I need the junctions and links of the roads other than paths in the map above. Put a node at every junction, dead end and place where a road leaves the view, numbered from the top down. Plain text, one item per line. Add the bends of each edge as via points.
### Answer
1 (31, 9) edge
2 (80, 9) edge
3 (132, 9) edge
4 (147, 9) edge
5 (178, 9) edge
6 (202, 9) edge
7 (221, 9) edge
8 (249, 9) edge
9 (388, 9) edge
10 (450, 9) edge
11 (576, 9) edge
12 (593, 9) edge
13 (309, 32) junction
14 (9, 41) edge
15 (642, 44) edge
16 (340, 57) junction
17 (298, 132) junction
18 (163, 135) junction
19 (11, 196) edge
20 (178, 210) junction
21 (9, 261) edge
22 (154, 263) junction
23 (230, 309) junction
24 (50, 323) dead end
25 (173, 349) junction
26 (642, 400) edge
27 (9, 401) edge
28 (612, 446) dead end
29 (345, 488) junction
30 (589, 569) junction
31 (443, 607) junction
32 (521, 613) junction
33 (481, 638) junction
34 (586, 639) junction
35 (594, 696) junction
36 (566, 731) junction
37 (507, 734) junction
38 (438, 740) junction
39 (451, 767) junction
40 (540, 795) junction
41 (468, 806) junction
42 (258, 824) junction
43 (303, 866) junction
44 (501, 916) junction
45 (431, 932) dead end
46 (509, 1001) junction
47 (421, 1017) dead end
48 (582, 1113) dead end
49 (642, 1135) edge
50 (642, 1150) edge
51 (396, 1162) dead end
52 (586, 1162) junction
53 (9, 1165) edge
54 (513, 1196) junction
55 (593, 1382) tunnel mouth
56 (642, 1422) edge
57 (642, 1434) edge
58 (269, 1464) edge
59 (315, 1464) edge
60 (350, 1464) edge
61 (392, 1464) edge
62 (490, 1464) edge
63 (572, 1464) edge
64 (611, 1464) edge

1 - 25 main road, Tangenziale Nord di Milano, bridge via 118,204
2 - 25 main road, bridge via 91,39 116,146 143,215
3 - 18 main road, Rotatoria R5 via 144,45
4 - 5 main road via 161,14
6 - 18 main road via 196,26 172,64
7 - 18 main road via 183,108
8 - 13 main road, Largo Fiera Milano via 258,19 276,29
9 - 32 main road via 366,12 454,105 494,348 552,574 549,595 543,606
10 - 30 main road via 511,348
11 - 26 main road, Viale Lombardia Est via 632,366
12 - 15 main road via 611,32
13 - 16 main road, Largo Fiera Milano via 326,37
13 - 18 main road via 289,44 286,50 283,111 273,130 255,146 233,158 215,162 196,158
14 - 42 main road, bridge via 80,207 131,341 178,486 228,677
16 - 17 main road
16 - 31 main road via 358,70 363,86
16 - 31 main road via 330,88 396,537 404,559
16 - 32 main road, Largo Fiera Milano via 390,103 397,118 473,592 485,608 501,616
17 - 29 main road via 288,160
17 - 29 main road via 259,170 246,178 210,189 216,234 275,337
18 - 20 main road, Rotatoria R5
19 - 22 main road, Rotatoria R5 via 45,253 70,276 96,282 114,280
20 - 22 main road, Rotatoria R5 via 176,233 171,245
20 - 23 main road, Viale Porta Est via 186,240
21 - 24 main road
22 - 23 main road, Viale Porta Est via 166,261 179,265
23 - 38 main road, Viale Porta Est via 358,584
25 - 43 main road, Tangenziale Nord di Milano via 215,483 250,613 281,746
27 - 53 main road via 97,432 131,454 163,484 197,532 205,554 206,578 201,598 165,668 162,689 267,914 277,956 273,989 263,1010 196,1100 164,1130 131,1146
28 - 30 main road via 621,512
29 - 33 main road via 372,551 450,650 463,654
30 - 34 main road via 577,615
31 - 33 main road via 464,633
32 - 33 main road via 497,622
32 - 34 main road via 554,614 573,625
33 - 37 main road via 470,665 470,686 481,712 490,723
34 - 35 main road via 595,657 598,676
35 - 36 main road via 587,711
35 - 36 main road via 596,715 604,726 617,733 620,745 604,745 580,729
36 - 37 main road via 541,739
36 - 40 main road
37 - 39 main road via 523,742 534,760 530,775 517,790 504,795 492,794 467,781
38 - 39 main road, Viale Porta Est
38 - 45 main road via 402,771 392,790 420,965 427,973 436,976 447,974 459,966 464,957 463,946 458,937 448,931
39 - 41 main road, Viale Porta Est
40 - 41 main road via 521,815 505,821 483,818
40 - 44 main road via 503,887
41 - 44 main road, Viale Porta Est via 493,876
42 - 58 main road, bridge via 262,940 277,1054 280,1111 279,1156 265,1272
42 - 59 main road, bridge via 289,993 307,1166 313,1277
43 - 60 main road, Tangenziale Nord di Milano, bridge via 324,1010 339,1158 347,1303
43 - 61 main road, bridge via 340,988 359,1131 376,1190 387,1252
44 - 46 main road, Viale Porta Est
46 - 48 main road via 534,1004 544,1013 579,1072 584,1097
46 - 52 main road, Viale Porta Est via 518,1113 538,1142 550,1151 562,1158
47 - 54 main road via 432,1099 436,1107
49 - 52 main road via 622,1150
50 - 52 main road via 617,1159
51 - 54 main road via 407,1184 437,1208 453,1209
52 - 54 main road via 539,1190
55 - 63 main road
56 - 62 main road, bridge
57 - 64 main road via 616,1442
+---+
AIM OF THE EXERCISE:
In this exercise, every line of the listing is to be output exactly.

SOLUTION:
I need the junctions and links of the roads other than paths in the map above. Put a node at every junction, dead end and place where a road leaves the view, numbered from the top down. Plain text, one item per line. Add the bends of each edge as via points.
### Answer
1 (31, 9) edge
2 (80, 9) edge
3 (132, 9) edge
4 (147, 9) edge
5 (178, 9) edge
6 (202, 9) edge
7 (221, 9) edge
8 (249, 9) edge
9 (388, 9) edge
10 (450, 9) edge
11 (576, 9) edge
12 (593, 9) edge
13 (309, 32) junction
14 (9, 41) edge
15 (642, 44) edge
16 (340, 57) junction
17 (298, 132) junction
18 (163, 135) junction
19 (11, 196) edge
20 (178, 210) junction
21 (9, 261) edge
22 (154, 263) junction
23 (230, 309) junction
24 (50, 323) dead end
25 (173, 349) junction
26 (642, 400) edge
27 (9, 401) edge
28 (612, 446) dead end
29 (345, 488) junction
30 (589, 569) junction
31 (443, 607) junction
32 (521, 613) junction
33 (481, 638) junction
34 (586, 639) junction
35 (594, 696) junction
36 (566, 731) junction
37 (507, 734) junction
38 (438, 740) junction
39 (451, 767) junction
40 (540, 795) junction
41 (468, 806) junction
42 (258, 824) junction
43 (303, 866) junction
44 (501, 916) junction
45 (431, 932) dead end
46 (509, 1001) junction
47 (421, 1017) dead end
48 (582, 1113) dead end
49 (642, 1135) edge
50 (642, 1150) edge
51 (396, 1162) dead end
52 (586, 1162) junction
53 (9, 1165) edge
54 (513, 1196) junction
55 (593, 1382) tunnel mouth
56 (642, 1422) edge
57 (642, 1434) edge
58 (269, 1464) edge
59 (315, 1464) edge
60 (350, 1464) edge
61 (392, 1464) edge
62 (490, 1464) edge
63 (572, 1464) edge
64 (611, 1464) edge

1 - 25 main road, Tangenziale Nord di Milano, bridge via 118,204
2 - 25 main road, bridge via 91,39 116,146 143,215
3 - 18 main road, Rotatoria R5 via 144,45
4 - 5 main road via 161,14
6 - 18 main road via 196,26 172,64
7 - 18 main road via 183,108
8 - 13 main road, Largo Fiera Milano via 258,19 276,29
9 - 32 main road via 366,12 454,105 494,348 552,574 549,595 543,606
10 - 30 main road via 511,348
11 - 26 main road, Viale Lombardia Est via 632,366
12 - 15 main road via 611,32
13 - 16 main road, Largo Fiera Milano via 326,37
13 - 18 main road via 289,44 286,50 283,111 273,130 255,146 233,158 215,162 196,158
14 - 42 main road, bridge via 80,207 131,341 178,486 228,677
16 - 17 main road
16 - 31 main road via 358,70 363,86
16 - 31 main road via 330,88 396,537 404,559
16 - 32 main road, Largo Fiera Milano via 390,103 397,118 473,592 485,608 501,616
17 - 29 main road via 288,160
17 - 29 main road via 259,170 246,178 210,189 216,234 275,337
18 - 20 main road, Rotatoria R5
19 - 22 main road, Rotatoria R5 via 45,253 70,276 96,282 114,280
20 - 22 main road, Rotatoria R5 via 176,233 171,245
20 - 23 main road, Viale Porta Est via 186,240
21 - 24 main road
22 - 23 main road, Viale Porta Est via 166,261 179,265
23 - 38 main road, Viale Porta Est via 358,584
25 - 43 main road, Tangenziale Nord di Milano via 215,483 250,613 281,746
27 - 53 main road via 97,432 131,454 163,484 197,532 205,554 206,578 201,598 165,668 162,689 267,914 277,956 273,989 263,1010 196,1100 164,1130 131,1146
28 - 30 main road via 621,512
29 - 33 main road via 372,551 450,650 463,654
30 - 34 main road via 577,615
31 - 33 main road via 464,633
32 - 33 main road via 497,622
32 - 34 main road via 554,614 573,625
33 - 37 main road via 470,665 470,686 481,712 490,723
34 - 35 main road via 595,657 598,676
35 - 36 main road via 587,711
35 - 36 main road via 596,715 604,726 617,733 620,745 604,745 580,729
36 - 37 main road via 541,739
36 - 40 main road
37 - 39 main road via 523,742 534,760 530,775 517,790 504,795 492,794 467,781
38 - 39 main road, Viale Porta Est
38 - 45 main road via 402,771 392,790 420,965 427,973 436,976 447,974 459,966 464,957 463,946 458,937 448,931
39 - 41 main road, Viale Porta Est
40 - 41 main road via 521,815 505,821 483,818
40 - 44 main road via 503,887
41 - 44 main road, Viale Porta Est via 493,876
42 - 58 main road, bridge via 262,940 277,1054 280,1111 279,1156 265,1272
42 - 59 main road, bridge via 289,993 307,1166 313,1277
43 - 60 main road, Tangenziale Nord di Milano, bridge via 324,1010 339,1158 347,1303
43 - 61 main road, bridge via 340,988 359,1131 376,1190 387,1252
44 - 46 main road, Viale Porta Est
46 - 48 main road via 534,1004 544,1013 579,1072 584,1097
46 - 52 main road, Viale Porta Est via 518,1113 538,1142 550,1151 562,1158
47 - 54 main road via 432,1099 436,1107
49 - 52 main road via 622,1150
50 - 52 main road via 617,1159
51 - 54 main road via 407,1184 437,1208 453,1209
52 - 54 main road via 539,1190
55 - 63 main road
56 - 62 main road, bridge
57 - 64 main road via 616,1442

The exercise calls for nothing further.